▼
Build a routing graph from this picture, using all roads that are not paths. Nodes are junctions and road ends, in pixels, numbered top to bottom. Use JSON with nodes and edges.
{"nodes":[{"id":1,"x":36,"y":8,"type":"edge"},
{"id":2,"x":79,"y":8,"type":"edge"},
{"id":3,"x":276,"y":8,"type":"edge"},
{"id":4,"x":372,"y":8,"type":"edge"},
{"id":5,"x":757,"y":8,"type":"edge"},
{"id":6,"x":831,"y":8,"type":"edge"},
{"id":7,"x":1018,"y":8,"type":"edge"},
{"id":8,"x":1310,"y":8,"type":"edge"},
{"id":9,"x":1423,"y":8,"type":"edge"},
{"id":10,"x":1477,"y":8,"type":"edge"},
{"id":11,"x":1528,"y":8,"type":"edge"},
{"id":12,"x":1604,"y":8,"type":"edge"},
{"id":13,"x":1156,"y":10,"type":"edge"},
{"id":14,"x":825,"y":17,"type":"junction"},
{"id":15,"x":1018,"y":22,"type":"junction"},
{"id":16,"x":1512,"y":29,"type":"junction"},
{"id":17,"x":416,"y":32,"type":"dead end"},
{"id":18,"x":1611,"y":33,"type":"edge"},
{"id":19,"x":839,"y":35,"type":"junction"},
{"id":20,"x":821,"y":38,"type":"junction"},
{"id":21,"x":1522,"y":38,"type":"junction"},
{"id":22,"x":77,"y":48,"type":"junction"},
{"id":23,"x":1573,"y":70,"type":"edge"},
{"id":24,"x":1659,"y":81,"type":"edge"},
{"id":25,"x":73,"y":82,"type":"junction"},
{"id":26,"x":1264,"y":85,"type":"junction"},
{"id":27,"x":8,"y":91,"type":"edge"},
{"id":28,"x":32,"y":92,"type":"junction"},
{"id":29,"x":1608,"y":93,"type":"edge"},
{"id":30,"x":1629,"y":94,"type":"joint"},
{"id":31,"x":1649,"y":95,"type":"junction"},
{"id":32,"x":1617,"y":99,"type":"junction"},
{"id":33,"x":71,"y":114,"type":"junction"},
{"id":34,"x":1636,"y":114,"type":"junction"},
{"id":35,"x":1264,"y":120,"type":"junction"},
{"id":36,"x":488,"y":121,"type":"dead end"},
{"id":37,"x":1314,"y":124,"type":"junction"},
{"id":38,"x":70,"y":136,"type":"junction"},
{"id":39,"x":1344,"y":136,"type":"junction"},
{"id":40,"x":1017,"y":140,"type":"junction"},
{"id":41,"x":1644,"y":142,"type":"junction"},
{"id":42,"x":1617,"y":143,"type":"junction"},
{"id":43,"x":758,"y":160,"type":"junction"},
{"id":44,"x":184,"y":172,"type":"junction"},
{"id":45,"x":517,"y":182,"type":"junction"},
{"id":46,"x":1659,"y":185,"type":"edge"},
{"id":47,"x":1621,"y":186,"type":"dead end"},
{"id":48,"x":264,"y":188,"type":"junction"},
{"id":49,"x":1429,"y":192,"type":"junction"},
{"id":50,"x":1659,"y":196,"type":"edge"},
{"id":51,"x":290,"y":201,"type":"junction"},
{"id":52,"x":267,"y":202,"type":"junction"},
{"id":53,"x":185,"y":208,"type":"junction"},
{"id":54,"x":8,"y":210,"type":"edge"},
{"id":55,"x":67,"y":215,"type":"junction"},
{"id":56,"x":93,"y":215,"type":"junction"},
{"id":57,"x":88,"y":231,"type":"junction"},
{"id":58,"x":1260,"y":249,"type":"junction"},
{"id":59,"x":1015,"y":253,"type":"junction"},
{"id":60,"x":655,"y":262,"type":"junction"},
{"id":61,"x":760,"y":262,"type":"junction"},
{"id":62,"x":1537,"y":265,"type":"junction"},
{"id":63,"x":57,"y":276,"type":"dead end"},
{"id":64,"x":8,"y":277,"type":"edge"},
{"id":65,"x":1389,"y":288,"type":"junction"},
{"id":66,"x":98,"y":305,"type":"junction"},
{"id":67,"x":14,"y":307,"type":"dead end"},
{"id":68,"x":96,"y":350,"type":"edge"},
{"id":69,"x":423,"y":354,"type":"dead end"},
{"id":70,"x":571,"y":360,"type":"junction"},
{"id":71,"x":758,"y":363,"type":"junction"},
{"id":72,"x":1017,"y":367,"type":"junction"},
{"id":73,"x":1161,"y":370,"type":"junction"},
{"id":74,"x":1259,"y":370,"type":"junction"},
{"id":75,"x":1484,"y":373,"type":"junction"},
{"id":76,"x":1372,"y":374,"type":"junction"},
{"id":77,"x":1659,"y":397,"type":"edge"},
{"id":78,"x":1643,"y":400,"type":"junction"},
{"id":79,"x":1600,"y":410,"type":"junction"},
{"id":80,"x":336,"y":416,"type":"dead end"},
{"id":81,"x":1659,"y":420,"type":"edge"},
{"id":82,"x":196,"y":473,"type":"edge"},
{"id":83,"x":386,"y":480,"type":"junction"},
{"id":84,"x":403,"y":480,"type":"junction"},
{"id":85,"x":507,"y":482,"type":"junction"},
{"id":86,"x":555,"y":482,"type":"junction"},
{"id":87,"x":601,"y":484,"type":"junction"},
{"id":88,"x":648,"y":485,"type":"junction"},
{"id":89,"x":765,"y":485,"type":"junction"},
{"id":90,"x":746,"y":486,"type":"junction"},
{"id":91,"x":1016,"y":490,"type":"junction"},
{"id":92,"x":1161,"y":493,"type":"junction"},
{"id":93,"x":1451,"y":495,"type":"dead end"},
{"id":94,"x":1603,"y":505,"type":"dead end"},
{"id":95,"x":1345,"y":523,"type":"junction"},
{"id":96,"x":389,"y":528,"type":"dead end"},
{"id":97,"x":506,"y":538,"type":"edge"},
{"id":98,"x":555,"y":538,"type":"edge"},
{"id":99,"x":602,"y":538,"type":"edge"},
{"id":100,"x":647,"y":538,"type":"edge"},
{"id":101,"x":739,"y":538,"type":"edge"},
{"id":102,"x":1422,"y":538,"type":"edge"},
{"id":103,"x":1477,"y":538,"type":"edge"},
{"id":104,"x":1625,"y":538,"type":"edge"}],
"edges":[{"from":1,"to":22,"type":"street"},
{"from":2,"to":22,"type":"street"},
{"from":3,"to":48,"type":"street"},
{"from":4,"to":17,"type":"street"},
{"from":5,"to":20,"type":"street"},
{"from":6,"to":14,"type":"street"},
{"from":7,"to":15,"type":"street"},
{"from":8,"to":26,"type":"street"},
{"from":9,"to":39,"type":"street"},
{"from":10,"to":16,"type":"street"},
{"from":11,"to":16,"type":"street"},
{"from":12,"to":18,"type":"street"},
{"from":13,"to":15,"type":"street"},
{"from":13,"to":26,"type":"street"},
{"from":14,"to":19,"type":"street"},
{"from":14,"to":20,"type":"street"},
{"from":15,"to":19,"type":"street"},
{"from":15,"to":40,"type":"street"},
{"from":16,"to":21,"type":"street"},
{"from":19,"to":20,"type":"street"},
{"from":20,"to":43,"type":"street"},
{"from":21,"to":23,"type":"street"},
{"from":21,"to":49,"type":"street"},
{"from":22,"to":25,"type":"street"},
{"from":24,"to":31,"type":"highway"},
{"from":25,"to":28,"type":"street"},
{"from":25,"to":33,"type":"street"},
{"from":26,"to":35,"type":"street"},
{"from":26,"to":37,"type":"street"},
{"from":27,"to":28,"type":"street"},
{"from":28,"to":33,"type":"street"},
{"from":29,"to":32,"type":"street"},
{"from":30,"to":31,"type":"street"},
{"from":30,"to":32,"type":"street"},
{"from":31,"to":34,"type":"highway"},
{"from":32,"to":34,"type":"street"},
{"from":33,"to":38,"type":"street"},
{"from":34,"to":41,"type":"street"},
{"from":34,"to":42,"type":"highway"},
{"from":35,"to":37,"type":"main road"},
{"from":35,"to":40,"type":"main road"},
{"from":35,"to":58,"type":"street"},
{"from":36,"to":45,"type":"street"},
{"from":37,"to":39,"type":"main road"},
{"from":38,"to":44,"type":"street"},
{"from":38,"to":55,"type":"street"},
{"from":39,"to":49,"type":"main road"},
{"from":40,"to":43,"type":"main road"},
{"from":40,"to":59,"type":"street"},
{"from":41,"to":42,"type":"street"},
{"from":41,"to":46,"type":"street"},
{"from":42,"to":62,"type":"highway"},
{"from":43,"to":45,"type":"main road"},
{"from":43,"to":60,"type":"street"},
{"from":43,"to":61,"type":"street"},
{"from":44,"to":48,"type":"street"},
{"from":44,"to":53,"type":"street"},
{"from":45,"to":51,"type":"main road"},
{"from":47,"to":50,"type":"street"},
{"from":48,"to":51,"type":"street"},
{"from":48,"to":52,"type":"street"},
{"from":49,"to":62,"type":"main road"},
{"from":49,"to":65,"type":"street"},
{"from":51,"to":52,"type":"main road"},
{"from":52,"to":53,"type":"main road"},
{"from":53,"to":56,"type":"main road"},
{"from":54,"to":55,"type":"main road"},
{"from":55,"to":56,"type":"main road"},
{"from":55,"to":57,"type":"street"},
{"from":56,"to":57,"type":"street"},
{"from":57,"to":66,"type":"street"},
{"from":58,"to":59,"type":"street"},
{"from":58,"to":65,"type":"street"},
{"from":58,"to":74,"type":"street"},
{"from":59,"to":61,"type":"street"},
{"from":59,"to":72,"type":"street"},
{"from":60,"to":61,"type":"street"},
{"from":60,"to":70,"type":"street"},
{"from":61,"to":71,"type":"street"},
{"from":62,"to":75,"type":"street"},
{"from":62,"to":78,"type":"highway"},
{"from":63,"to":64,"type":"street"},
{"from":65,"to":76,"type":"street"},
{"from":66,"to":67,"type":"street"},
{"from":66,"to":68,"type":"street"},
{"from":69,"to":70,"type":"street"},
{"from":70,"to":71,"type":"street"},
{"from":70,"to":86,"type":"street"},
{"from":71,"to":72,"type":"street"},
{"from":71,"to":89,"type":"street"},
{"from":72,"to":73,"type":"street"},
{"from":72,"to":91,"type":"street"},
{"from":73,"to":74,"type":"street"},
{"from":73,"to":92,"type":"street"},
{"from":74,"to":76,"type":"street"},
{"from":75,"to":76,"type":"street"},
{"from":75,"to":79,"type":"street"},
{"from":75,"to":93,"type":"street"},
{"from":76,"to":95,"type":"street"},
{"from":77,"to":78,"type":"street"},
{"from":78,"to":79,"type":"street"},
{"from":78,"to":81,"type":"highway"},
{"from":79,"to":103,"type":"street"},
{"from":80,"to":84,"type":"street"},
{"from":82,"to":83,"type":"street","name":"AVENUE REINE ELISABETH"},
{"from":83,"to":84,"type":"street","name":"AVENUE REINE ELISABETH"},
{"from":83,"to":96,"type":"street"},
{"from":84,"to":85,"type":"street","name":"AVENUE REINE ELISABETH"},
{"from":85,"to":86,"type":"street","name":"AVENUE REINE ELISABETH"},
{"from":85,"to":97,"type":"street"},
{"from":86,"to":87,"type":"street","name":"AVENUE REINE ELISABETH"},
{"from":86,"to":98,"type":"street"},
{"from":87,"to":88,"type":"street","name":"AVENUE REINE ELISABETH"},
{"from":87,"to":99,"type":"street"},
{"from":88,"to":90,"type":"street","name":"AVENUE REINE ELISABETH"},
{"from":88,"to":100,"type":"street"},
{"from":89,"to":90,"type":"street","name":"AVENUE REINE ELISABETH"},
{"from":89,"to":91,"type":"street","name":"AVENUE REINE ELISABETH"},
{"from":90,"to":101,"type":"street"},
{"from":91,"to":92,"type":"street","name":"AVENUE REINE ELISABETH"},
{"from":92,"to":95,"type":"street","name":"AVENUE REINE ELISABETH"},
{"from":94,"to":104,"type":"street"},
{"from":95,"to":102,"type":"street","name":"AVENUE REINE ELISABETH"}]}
▲
In the listing above, count every line that contains the word "edges" and give the number with no comment.

2